* **Try it**: What is the number of lines in these entries that include "highway"? Write that number and no other text.
↓↓↓
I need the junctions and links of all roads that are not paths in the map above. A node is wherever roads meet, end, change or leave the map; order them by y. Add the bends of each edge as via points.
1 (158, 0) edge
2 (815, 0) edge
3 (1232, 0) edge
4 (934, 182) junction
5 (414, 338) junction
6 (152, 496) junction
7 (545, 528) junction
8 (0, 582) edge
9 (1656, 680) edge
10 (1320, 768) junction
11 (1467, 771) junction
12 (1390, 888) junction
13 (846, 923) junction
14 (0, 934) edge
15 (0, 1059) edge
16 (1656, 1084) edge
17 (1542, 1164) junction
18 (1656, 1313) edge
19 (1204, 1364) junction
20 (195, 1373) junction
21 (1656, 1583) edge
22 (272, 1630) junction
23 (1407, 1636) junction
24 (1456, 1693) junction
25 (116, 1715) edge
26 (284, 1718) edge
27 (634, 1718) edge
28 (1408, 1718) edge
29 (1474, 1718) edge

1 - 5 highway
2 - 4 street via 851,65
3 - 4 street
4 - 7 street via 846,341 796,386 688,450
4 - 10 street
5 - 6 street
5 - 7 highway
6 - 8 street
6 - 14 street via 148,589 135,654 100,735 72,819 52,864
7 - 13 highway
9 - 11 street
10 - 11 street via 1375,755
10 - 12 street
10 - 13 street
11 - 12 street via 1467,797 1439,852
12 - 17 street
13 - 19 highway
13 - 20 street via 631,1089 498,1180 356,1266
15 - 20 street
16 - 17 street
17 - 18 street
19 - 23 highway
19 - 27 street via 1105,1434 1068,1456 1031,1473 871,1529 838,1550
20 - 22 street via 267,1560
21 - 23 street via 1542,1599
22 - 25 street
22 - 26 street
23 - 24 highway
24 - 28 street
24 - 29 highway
↑↑↑
↓↓↓
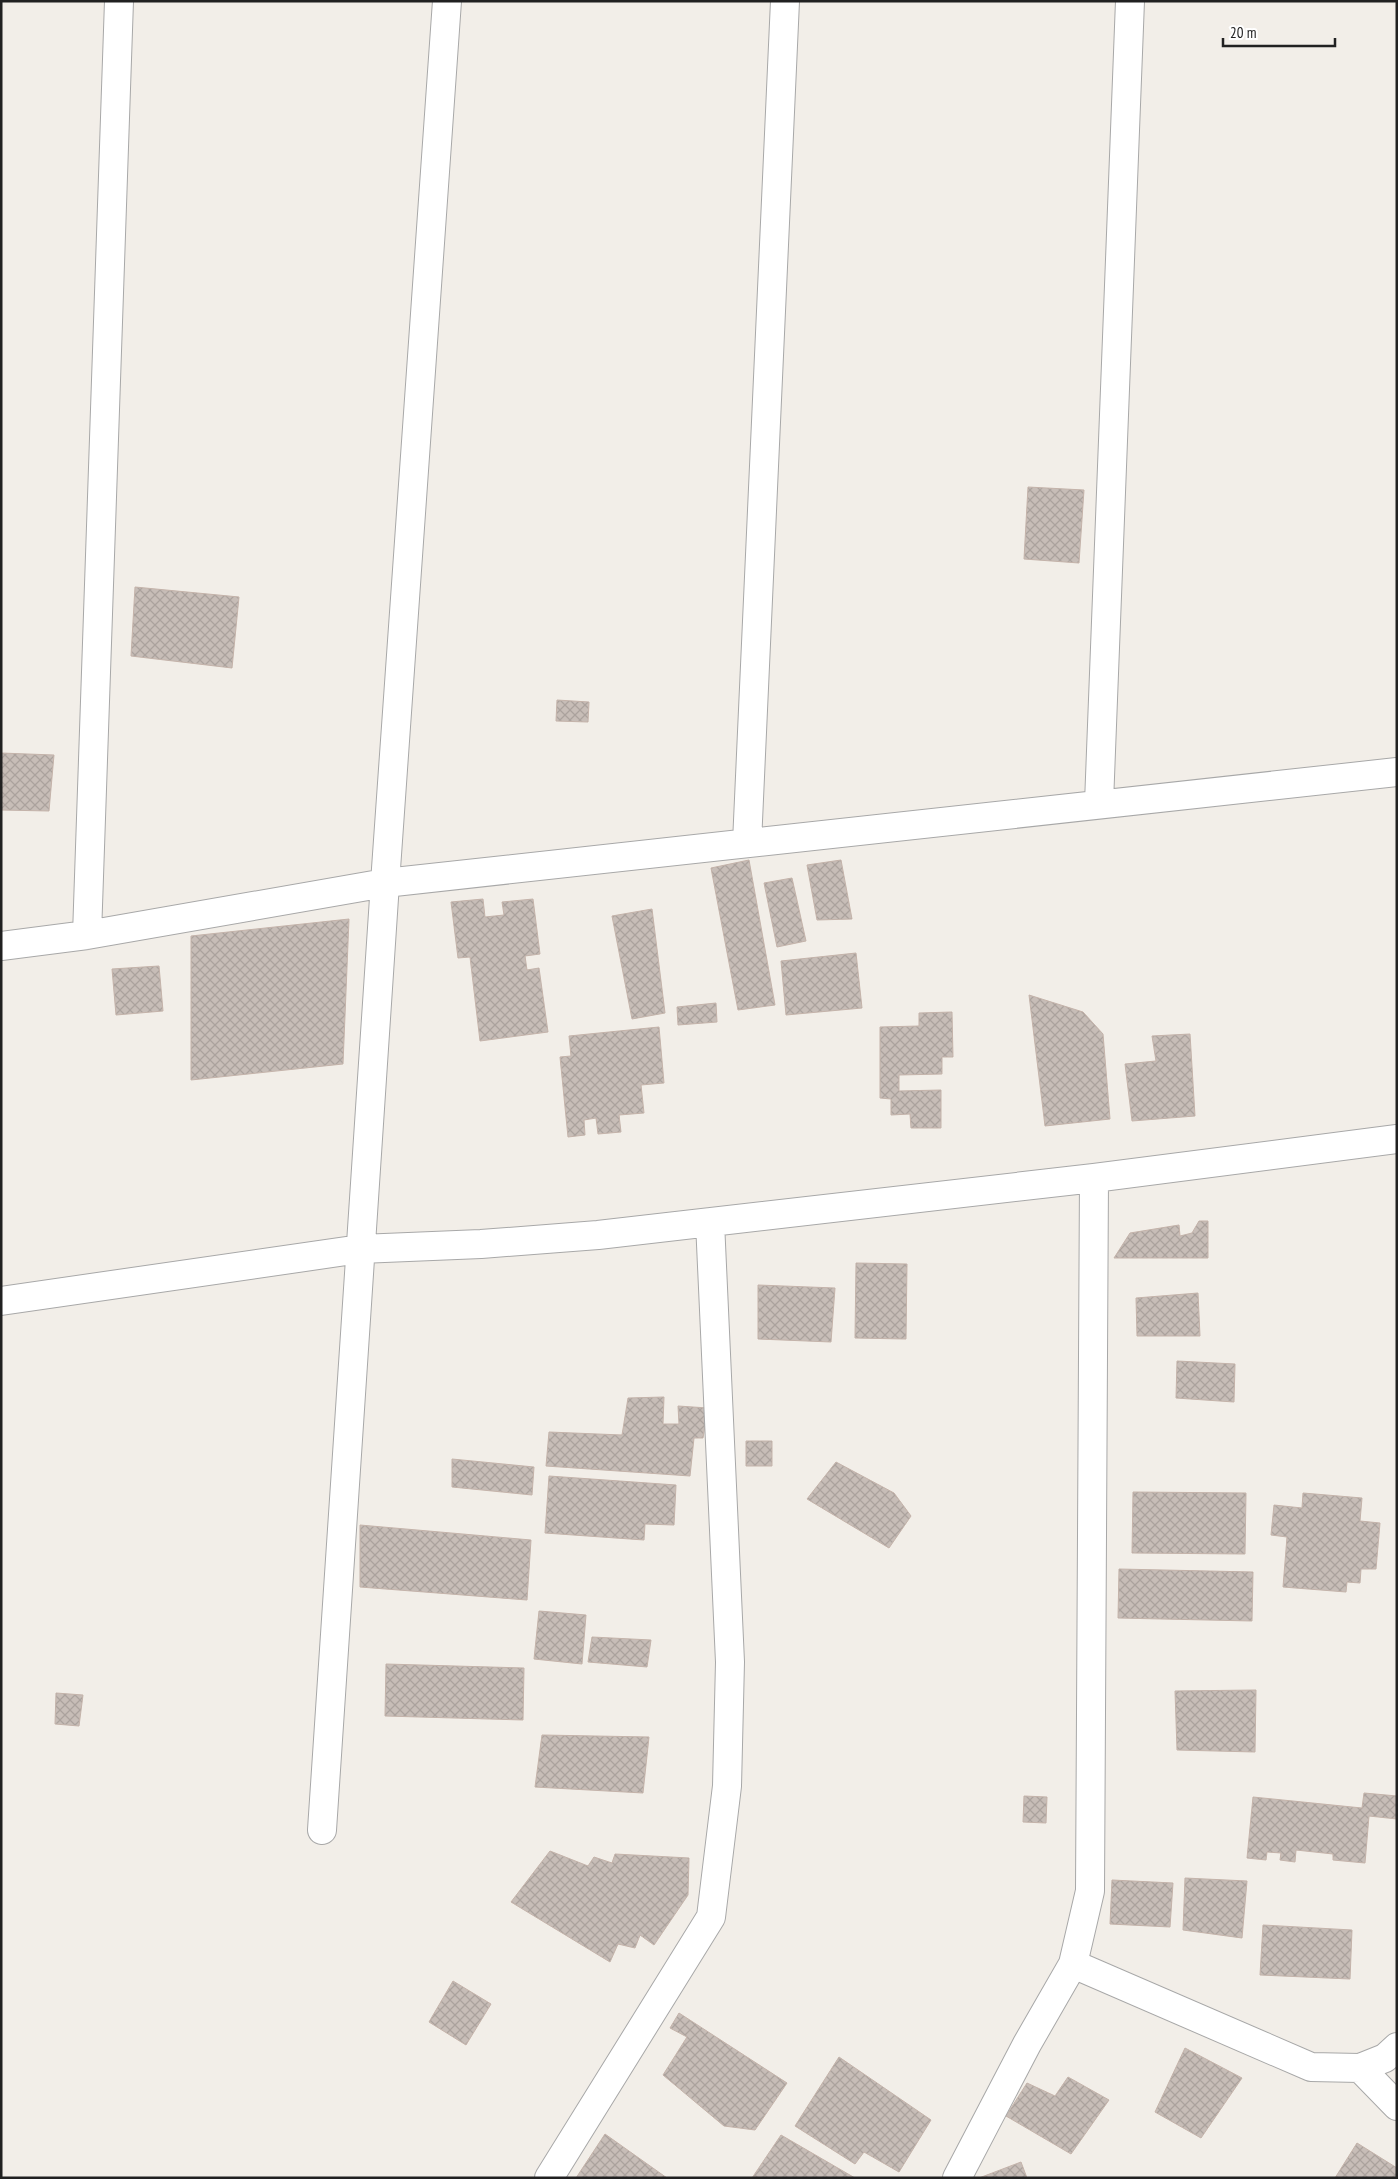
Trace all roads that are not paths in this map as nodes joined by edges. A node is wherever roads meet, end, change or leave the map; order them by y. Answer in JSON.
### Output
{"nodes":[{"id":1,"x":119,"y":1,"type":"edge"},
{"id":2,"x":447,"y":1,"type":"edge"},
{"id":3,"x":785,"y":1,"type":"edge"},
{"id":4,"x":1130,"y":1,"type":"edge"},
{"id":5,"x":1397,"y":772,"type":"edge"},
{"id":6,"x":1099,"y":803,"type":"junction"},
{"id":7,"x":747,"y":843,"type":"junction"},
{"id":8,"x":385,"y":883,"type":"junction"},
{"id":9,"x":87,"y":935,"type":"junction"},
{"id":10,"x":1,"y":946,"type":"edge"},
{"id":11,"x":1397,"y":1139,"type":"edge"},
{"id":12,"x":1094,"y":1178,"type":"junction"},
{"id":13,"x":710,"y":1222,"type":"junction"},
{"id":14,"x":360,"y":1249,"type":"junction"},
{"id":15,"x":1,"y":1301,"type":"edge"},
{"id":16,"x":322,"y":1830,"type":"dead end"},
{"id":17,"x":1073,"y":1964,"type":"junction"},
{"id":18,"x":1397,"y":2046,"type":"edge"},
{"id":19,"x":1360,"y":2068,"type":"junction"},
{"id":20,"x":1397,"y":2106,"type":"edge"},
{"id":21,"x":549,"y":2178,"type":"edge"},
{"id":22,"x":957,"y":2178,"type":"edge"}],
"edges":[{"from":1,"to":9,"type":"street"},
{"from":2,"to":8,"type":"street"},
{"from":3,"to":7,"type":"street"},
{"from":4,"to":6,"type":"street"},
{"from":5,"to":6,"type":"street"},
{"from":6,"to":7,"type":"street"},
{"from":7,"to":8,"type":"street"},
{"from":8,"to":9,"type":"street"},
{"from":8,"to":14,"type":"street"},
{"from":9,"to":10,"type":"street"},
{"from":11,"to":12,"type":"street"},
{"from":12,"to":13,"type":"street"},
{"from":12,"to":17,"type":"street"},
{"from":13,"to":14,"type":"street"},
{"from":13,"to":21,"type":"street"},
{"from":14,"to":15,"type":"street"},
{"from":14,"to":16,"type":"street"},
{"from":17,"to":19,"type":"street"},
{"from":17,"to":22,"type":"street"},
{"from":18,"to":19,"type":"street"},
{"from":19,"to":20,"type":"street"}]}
↑↑↑
* **Result of this task**: 7